-- SUPPLIED MATERIAL follows --
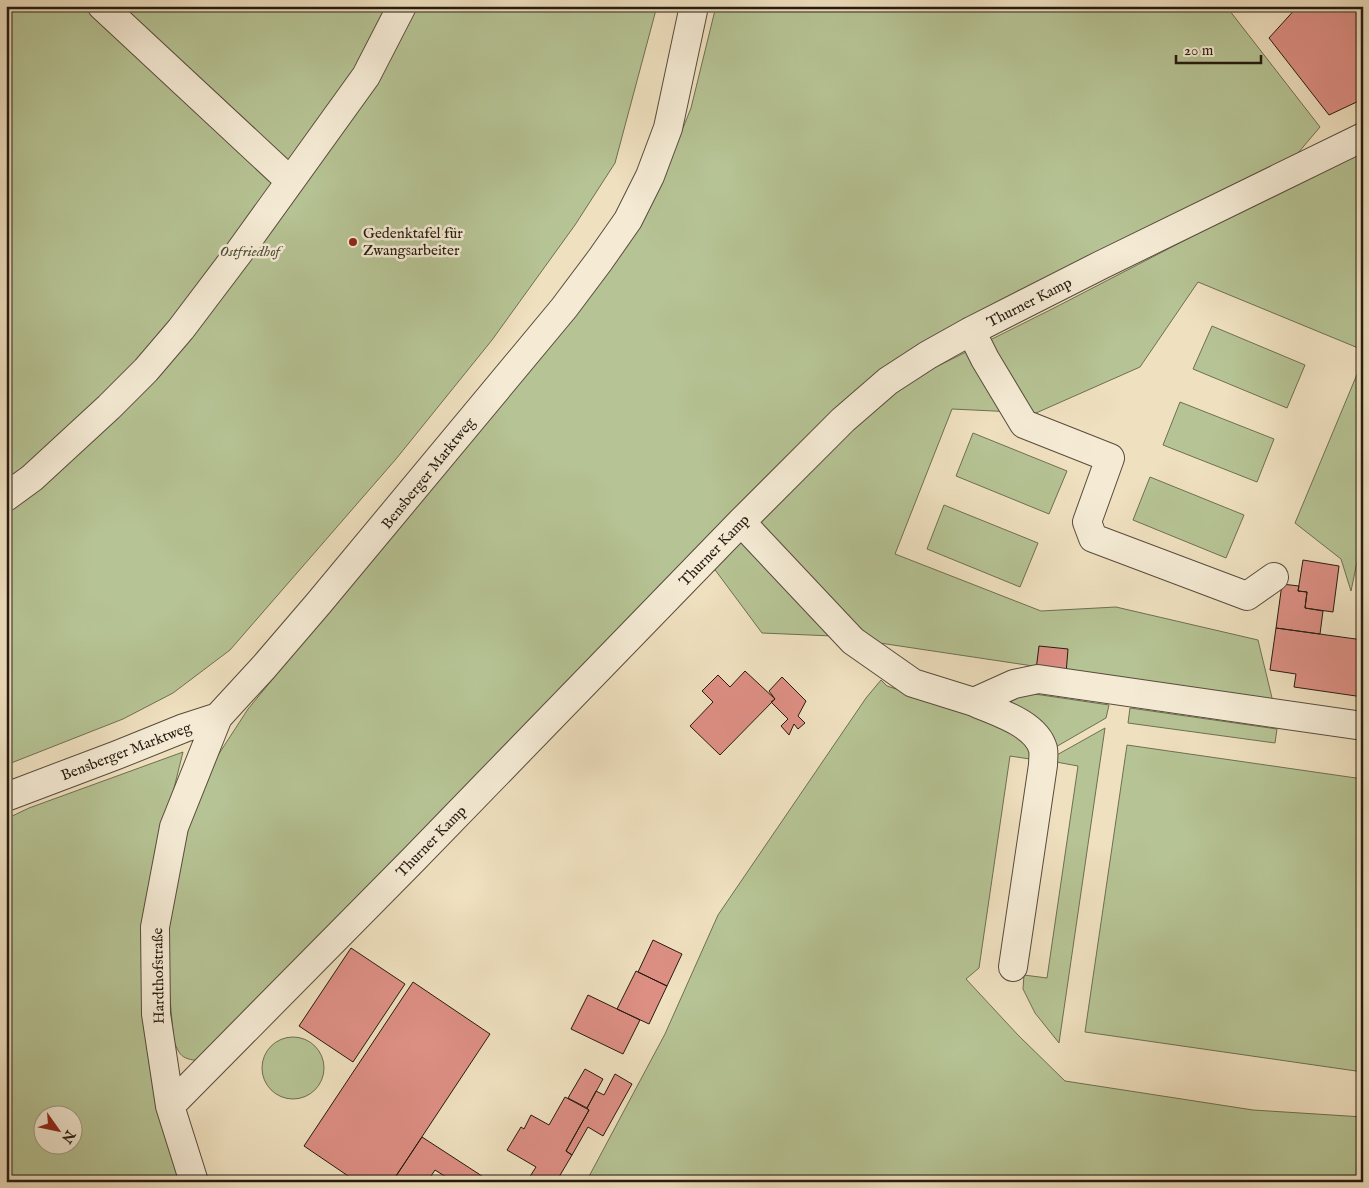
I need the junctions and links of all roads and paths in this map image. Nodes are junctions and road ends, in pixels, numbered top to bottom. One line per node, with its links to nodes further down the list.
1 (102, 6): 5 (street)
2 (402, 6): 5 (street)
3 (694, 6): 11 (street, Bensberger Marktweg)
4 (1363, 137): 6 (street, Thurner Kamp)
5 (290, 181): 7 (street)
6 (971, 331): 8 (street, Thurner Kamp); 9 (street)
7 (6, 497)
8 (741, 522): 10 (street); 15 (street, Thurner Kamp)
9 (1274, 577)
10 (974, 702): 12 (street); 14 (street)
11 (218, 716): 13 (street, Bensberger Marktweg); 15 (street, Hardthofstraße)
12 (1363, 726)
13 (6, 798)
14 (1013, 967)
15 (170, 1106): 16 (street, Hardthofstraße)
16 (194, 1182)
-- SUPPLIED MATERIAL concluded --
■ **BRIEF**
Each line above must be repeated exactly in the answer, with pictures omitted.

■ **TASK RESPONSE**
I need the junctions and links of all roads and paths in this map image. Nodes are junctions and road ends, in pixels, numbered top to bottom. One line per node, with its links to nodes further down the list.
1 (102, 6): 5 (street)
2 (402, 6): 5 (street)
3 (694, 6): 11 (street, Bensberger Marktweg)
4 (1363, 137): 6 (street, Thurner Kamp)
5 (290, 181): 7 (street)
6 (971, 331): 8 (street, Thurner Kamp); 9 (street)
7 (6, 497)
8 (741, 522): 10 (street); 15 (street, Thurner Kamp)
9 (1274, 577)
10 (974, 702): 12 (street); 14 (street)
11 (218, 716): 13 (street, Bensberger Marktweg); 15 (street, Hardthofstraße)
12 (1363, 726)
13 (6, 798)
14 (1013, 967)
15 (170, 1106): 16 (street, Hardthofstraße)
16 (194, 1182)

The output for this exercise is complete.